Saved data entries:
•••
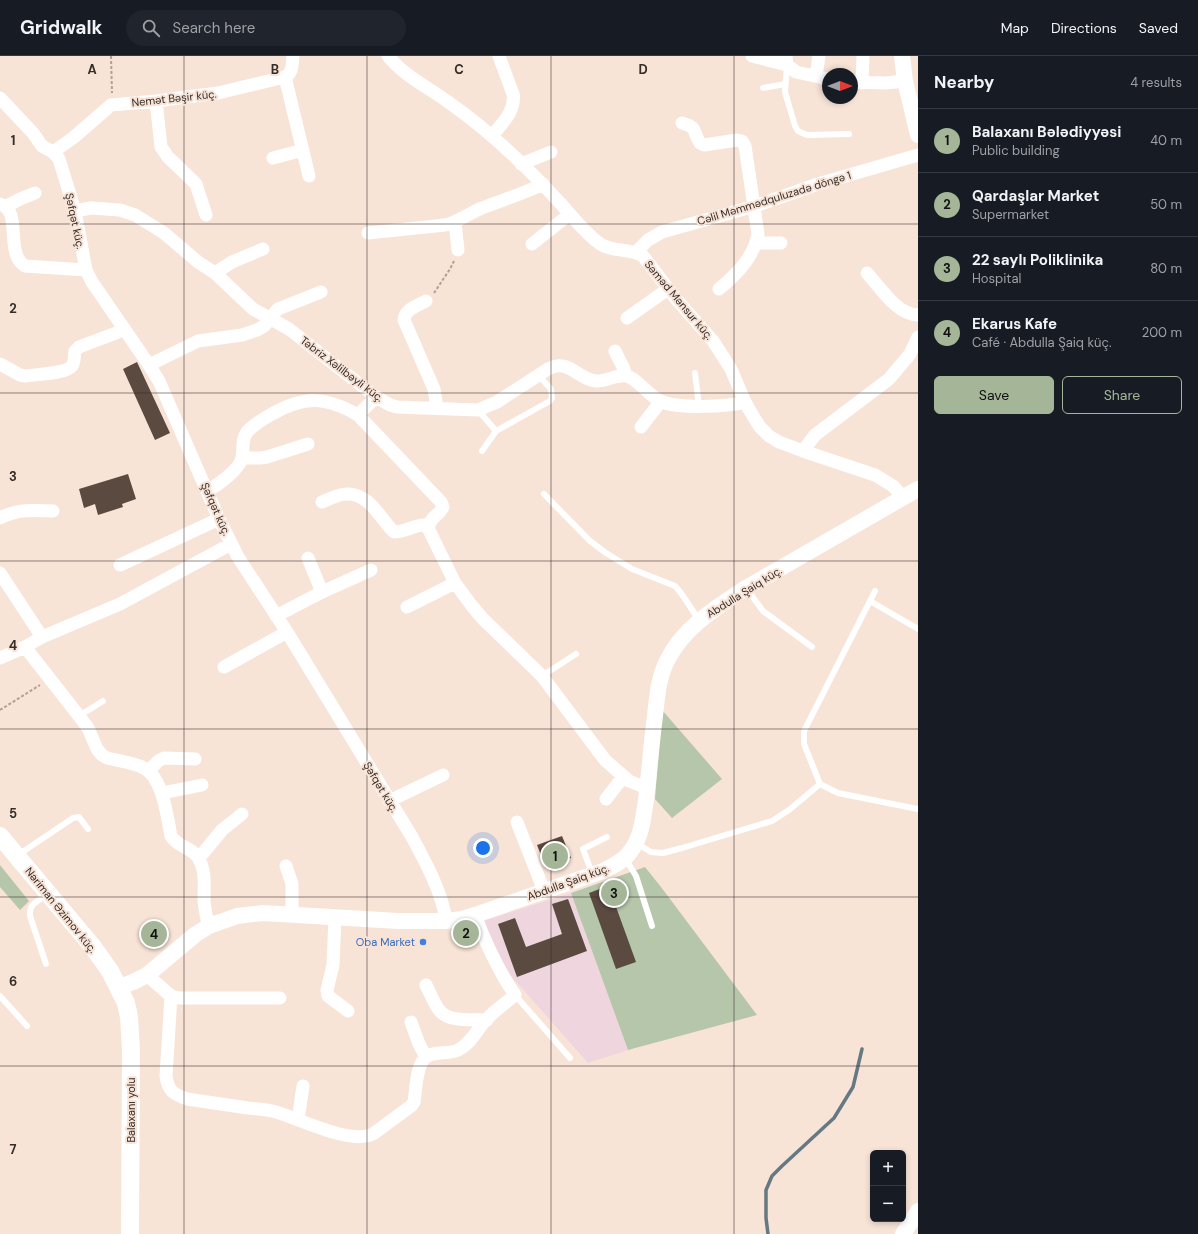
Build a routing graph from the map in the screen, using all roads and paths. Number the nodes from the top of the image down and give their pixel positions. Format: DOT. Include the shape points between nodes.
graph roads {
  1 [pos="111,56"];
  2 [pos="293,56"];
  3 [pos="388,56"];
  4 [pos="499,56"];
  5 [pos="752,56"];
  6 [pos="819,56"];
  7 [pos="863,56"];
  8 [pos="902,56"];
  9 [pos="786,60"];
  10 [pos="285,77"];
  11 [pos="822,77"];
  12 [pos="858,78"];
  13 [pos="905,81"];
  14 [pos="858,83"];
  15 [pos="785,84"];
  16 [pos="763,88"];
  17 [pos="0,98"];
  18 [pos="156,101"];
  19 [pos="111,105"];
  20 [pos="682,123"];
  21 [pos="918,132"];
  22 [pos="849,134"];
  23 [pos="492,136"];
  24 [pos="303,150"];
  25 [pos="53,152"];
  26 [pos="551,152"];
  27 [pos="918,155"];
  28 [pos="273,158"];
  29 [pos="521,164"];
  30 [pos="309,176"];
  31 [pos="543,184"];
  32 [pos="35,193"];
  33 [pos="3,205"];
  34 [pos="755,206"];
  35 [pos="75,211"];
  36 [pos="570,214"];
  37 [pos="206,215"];
  38 [pos="455,223"];
  39 [pos="368,233"];
  40 [pos="757,243"];
  41 [pos="781,243"];
  42 [pos="532,244"];
  43 [pos="262,249"];
  44 [pos="458,250"];
  45 [pos="636,252"];
  46 [pos="86,270"];
  47 [pos="867,272"];
  48 [pos="215,273"];
  49 [pos="668,289"];
  50 [pos="719,289"];
  51 [pos="321,292"];
  52 [pos="426,301"];
  53 [pos="918,316"];
  54 [pos="271,318"];
  55 [pos="627,318"];
  56 [pos="124,328"];
  57 [pos="918,337"];
  58 [pos="615,350"];
  59 [pos="0,364"];
  60 [pos="149,364"];
  61 [pos="696,373"];
  62 [pos="539,376"];
  63 [pos="626,376"];
  64 [pos="376,397"];
  65 [pos="661,401"];
  66 [pos="745,402"];
  67 [pos="699,406"];
  68 [pos="437,408"];
  69 [pos="478,410"];
  70 [pos="358,415"];
  71 [pos="641,427"];
  72 [pos="496,431"];
  73 [pos="308,444"];
  74 [pos="482,451"];
  75 [pos="803,451"];
  76 [pos="242,458"];
  77 [pos="918,489"];
  78 [pos="207,491"];
  79 [pos="544,494"];
  80 [pos="904,498"];
  81 [pos="322,502"];
  82 [pos="53,511"];
  83 [pos="0,518"];
  84 [pos="219,519"];
  85 [pos="428,525"];
  86 [pos="231,544"];
  87 [pos="308,558"];
  88 [pos="120,565"];
  89 [pos="371,570"];
  90 [pos="1,577"];
  91 [pos="455,583"];
  92 [pos="746,588"];
  93 [pos="875,591"];
  94 [pos="322,592"];
  95 [pos="870,601"];
  96 [pos="407,607"];
  97 [pos="276,616"];
  98 [pos="700,621"];
  99 [pos="918,629"];
  100 [pos="287,632"];
  101 [pos="42,637"];
  102 [pos="25,647"];
  103 [pos="812,647"];
  104 [pos="576,654"];
  105 [pos="0,658"];
  106 [pos="224,667"];
  107 [pos="542,676"];
  108 [pos="49,679"];
  109 [pos="103,701"];
  110 [pos="0,710"];
  111 [pos="80,716"];
  112 [pos="195,760"];
  113 [pos="149,771"];
  114 [pos="443,775"];
  115 [pos="623,777"];
  116 [pos="820,784"];
  117 [pos="202,785"];
  118 [pos="647,788"];
  119 [pos="162,793"];
  120 [pos="606,799"];
  121 [pos="389,801"];
  122 [pos="918,809"];
  123 [pos="242,814"];
  124 [pos="517,822"];
  125 [pos="88,829"];
  126 [pos="607,837"];
  127 [pos="1,840"];
  128 [pos="636,843"];
  129 [pos="16,856"];
  130 [pos="199,858"];
  131 [pos="625,858"];
  132 [pos="286,866"];
  133 [pos="593,874"];
  134 [pos="544,891"];
  135 [pos="48,894"];
  136 [pos="292,915"];
  137 [pos="475,915"];
  138 [pos="335,918"];
  139 [pos="446,921"];
  140 [pos="209,926"];
  141 [pos="652,926"];
  142 [pos="46,964"];
  143 [pos="147,975"];
  144 [pos="426,985"];
  145 [pos="119,987"];
  146 [pos="515,995"];
  147 [pos="0,996"];
  148 [pos="172,996"];
  149 [pos="280,998"];
  150 [pos="348,1011"];
  151 [pos="487,1020"];
  152 [pos="411,1022"];
  153 [pos="27,1026"];
  154 [pos="426,1057"];
  155 [pos="570,1058"];
  156 [pos="303,1086"];
  157 [pos="298,1120"];
  158 [pos="918,1211"];
  159 [pos="130,1234"];
  160 [pos="903,1234"];
  1 -- 19 [label="path"];
  2 -- 10 [label="street" via="292,71"];
  3 -- 23 [label="street, Səməd Mənsur küç." via="402,70"];
  4 -- 23 [label="street" via="514,100 511,112"];
  5 -- 9 [label="street"];
  6 -- 11 [label="street"];
  7 -- 12 [label="street"];
  8 -- 13 [label="street"];
  9 -- 11 [label="street" via="796,72"];
  9 -- 15 [label="lane"];
  10 -- 18 [label="street, Nemət Bəşir küç." via="218,93"];
  10 -- 24 [label="street"];
  13 -- 14 [label="street" via="886,84"];
  13 -- 21 [label="street"];
  15 -- 16 [label="lane"];
  15 -- 22 [label="lane" via="785,92 798,131 807,135"];
  17 -- 25 [label="street, Şəfqət küç." via="42,146"];
  18 -- 19 [label="street, Nemət Bəşir küç."];
  18 -- 37 [label="street" via="161,147 196,184"];
  19 -- 25 [label="street"];
  20 -- 34 [label="street" via="695,129 700,143 704,145 742,141"];
  23 -- 29 [label="street, Səməd Mənsur küç."];
  24 -- 28 [label="street"];
  24 -- 30 [label="street"];
  25 -- 35 [label="street, Şəfqət küç." via="59,159"];
  26 -- 29 [label="street"];
  27 -- 34 [label="street, Cəlil Məmmədquluzadə döngə 1" via="818,184"];
  29 -- 31 [label="street, Səməd Mənsur küç."];
  31 -- 36 [label="street, Səməd Mənsur küç."];
  31 -- 38 [label="street" via="481,209"];
  32 -- 33 [label="street"];
  33 -- 46 [label="street" via="10,214 15,254 19,262 25,266"];
  34 -- 40 [label="street"];
  34 -- 45 [label="street, Cəlil Məmmədquluzadə döngə 1" via="662,232 648,240"];
  35 -- 46 [label="street, Şəfqət küç."];
  35 -- 48 [label="street, Təbriz Xəlilbəyli küç." via="91,208 127,211 164,234"];
  36 -- 42 [label="street"];
  36 -- 45 [label="street, Səməd Mənsur küç." via="602,245"];
  38 -- 39 [label="street"];
  38 -- 44 [label="street"];
  40 -- 41 [label="street"];
  40 -- 50 [label="street" via="739,271"];
  43 -- 48 [label="street" via="232,262"];
  44 -- 52 [label="path" via="450,269"];
  45 -- 49 [label="street, Səməd Mənsur küç." via="643,256"];
  46 -- 56 [label="street, Şəfqət küç."];
  47 -- 53 [label="street" via="897,307 912,316"];
  48 -- 54 [label="street, Təbriz Xəlilbəyli küç." via="253,309"];
  49 -- 55 [label="street"];
  49 -- 66 [label="street, Səməd Mənsur küç." via="714,341 731,369"];
  51 -- 54 [label="street" via="278,309"];
  52 -- 68 [label="street" via="408,311 404,320 434,389"];
  54 -- 60 [label="street" via="257,330 242,335 198,341"];
  54 -- 64 [label="street, Təbriz Xəlilbəyli küç." via="289,329"];
  56 -- 59 [label="street" via="79,346 75,351 72,366 65,371 26,376"];
  56 -- 60 [label="street, Şəfqət küç."];
  57 -- 75 [label="street" via="910,354 889,379 815,435"];
  58 -- 63 [label="street"];
  60 -- 78 [label="street, Şəfqət küç."];
  61 -- 67 [label="lane"];
  62 -- 63 [label="street, Təbriz Xəlilbəyli küç." via="554,366 566,366 595,381"];
  62 -- 69 [label="street, Təbriz Xəlilbəyli küç." via="497,402"];
  62 -- 72 [label="lane" via="551,389 550,402"];
  63 -- 65 [label="street"];
  64 -- 68 [label="street, Təbriz Xəlilbəyli küç." via="397,407"];
  64 -- 70 [label="street"];
  65 -- 67 [label="street"];
  65 -- 71 [label="street"];
  66 -- 67 [label="street" via="735,405"];
  66 -- 75 [label="street, Səməd Mənsur küç." via="760,427 769,436"];
  68 -- 69 [label="street, Təbriz Xəlilbəyli küç."];
  69 -- 72 [label="lane"];
  70 -- 76 [label="street" via="345,408 320,401 310,400 287,406 265,417 247,432 243,438"];
  70 -- 85 [label="street" via="441,502 441,511"];
  72 -- 74 [label="lane"];
  73 -- 76 [label="street" via="267,457"];
  75 -- 80 [label="street, Səməd Mənsur küç." via="875,475 893,486"];
  76 -- 78 [label="street" via="240,464 219,485"];
  77 -- 80 [label="street, Abdulla Şaiq küç."];
  78 -- 84 [label="street, Şəfqət küç."];
  79 -- 98 [label="lane" via="590,541 606,553 632,569 675,586"];
  80 -- 92 [label="street, Abdulla Şaiq küç."];
  81 -- 85 [label="street" via="345,494 360,497 371,504 394,532"];
  82 -- 83 [label="street" via="26,510"];
  84 -- 86 [label="street, Şəfqət küç."];
  84 -- 88 [label="street"];
  85 -- 91 [label="street"];
  86 -- 97 [label="street, Şəfqət küç."];
  86 -- 101 [label="street" via="115,607"];
  87 -- 94 [label="street"];
  89 -- 94 [label="street"];
  90 -- 101 [label="street"];
  91 -- 96 [label="street"];
  91 -- 107 [label="street" via="483,619"];
  92 -- 98 [label="street, Abdulla Şaiq küç."];
  92 -- 103 [label="lane" via="763,611"];
  93 -- 95 [label="lane"];
  94 -- 97 [label="street"];
  95 -- 99 [label="lane"];
  95 -- 116 [label="lane" via="804,731 804,744"];
  97 -- 100 [label="street, Şəfqət küç."];
  98 -- 118 [label="street, Abdulla Şaiq küç." via="685,634 674,649 661,677"];
  100 -- 106 [label="street"];
  100 -- 121 [label="street, Şəfqət küç."];
  101 -- 102 [label="street"];
  102 -- 105 [label="street"];
  102 -- 108 [label="street"];
  104 -- 107 [label="lane"];
  107 -- 115 [label="street" via="605,760"];
  108 -- 110 [label="path"];
  108 -- 111 [label="street"];
  109 -- 111 [label="lane"];
  111 -- 113 [label="street" via="102,755"];
  112 -- 113 [label="street" via="164,758"];
  113 -- 119 [label="street"];
  114 -- 121 [label="street"];
  115 -- 118 [label="street"];
  115 -- 120 [label="street"];
  116 -- 122 [label="lane" via="838,793"];
  116 -- 128 [label="lane" via="772,821 663,853 651,852"];
  117 -- 119 [label="street"];
  118 -- 128 [label="street, Abdulla Şaiq küç." via="643,822"];
  119 -- 130 [label="street" via="174,842"];
  121 -- 139 [label="street, Şəfqət küç." via="422,856 443,904"];
  123 -- 130 [label="street" via="222,830"];
  124 -- 134 [label="street"];
  125 -- 129 [label="lane" via="80,817 73,818"];
  126 -- 133 [label="lane" via="582,850"];
  127 -- 129 [label="main road, Nəriman Əzimov küç."];
  128 -- 131 [label="street, Abdulla Şaiq küç."];
  129 -- 135 [label="main road, Nəriman Əzimov küç."];
  130 -- 140 [label="street" via="204,869 204,903"];
  131 -- 133 [label="street, Abdulla Şaiq küç."];
  131 -- 141 [label="lane" via="636,876"];
  132 -- 136 [label="street" via="292,884"];
  133 -- 134 [label="street, Abdulla Şaiq küç."];
  134 -- 137 [label="street, Abdulla Şaiq küç."];
  135 -- 142 [label="lane" via="30,909"];
  135 -- 145 [label="main road, Nəriman Əzimov küç." via="93,947"];
  136 -- 138 [label="street, Abdulla Şaiq küç."];
  136 -- 140 [label="street, Abdulla Şaiq küç." via="248,914"];
  137 -- 139 [label="street, Abdulla Şaiq küç."];
  137 -- 146 [label="street" via="496,965"];
  138 -- 139 [label="street, Abdulla Şaiq küç."];
  138 -- 150 [label="street" via="333,965 327,990 328,996"];
  140 -- 143 [label="street, Abdulla Şaiq küç."];
  143 -- 145 [label="street, Abdulla Şaiq küç."];
  143 -- 148 [label="street"];
  144 -- 151 [label="street" via="439,1010 447,1017"];
  145 -- 159 [label="main road, Balaxanı yolu" via="126,1004 130,1033"];
  146 -- 151 [label="street"];
  146 -- 155 [label="lane"];
  147 -- 153 [label="lane"];
  148 -- 149 [label="street"];
  148 -- 157 [label="street" via="166,1076 167,1083 175,1094 187,1099 275,1111"];
  151 -- 154 [label="street" via="458,1050"];
  152 -- 154 [label="street"];
  154 -- 157 [label="street" via="420,1065 414,1102 367,1137 353,1137"];
  156 -- 157 [label="street"];
  158 -- 160 [label="street"];
}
•••
> **WHAT IS BEING ASKED**
How many lines in the records contain the string "Məmmədquluzadə"? Give the number by itself.

> **RESPONSE**
2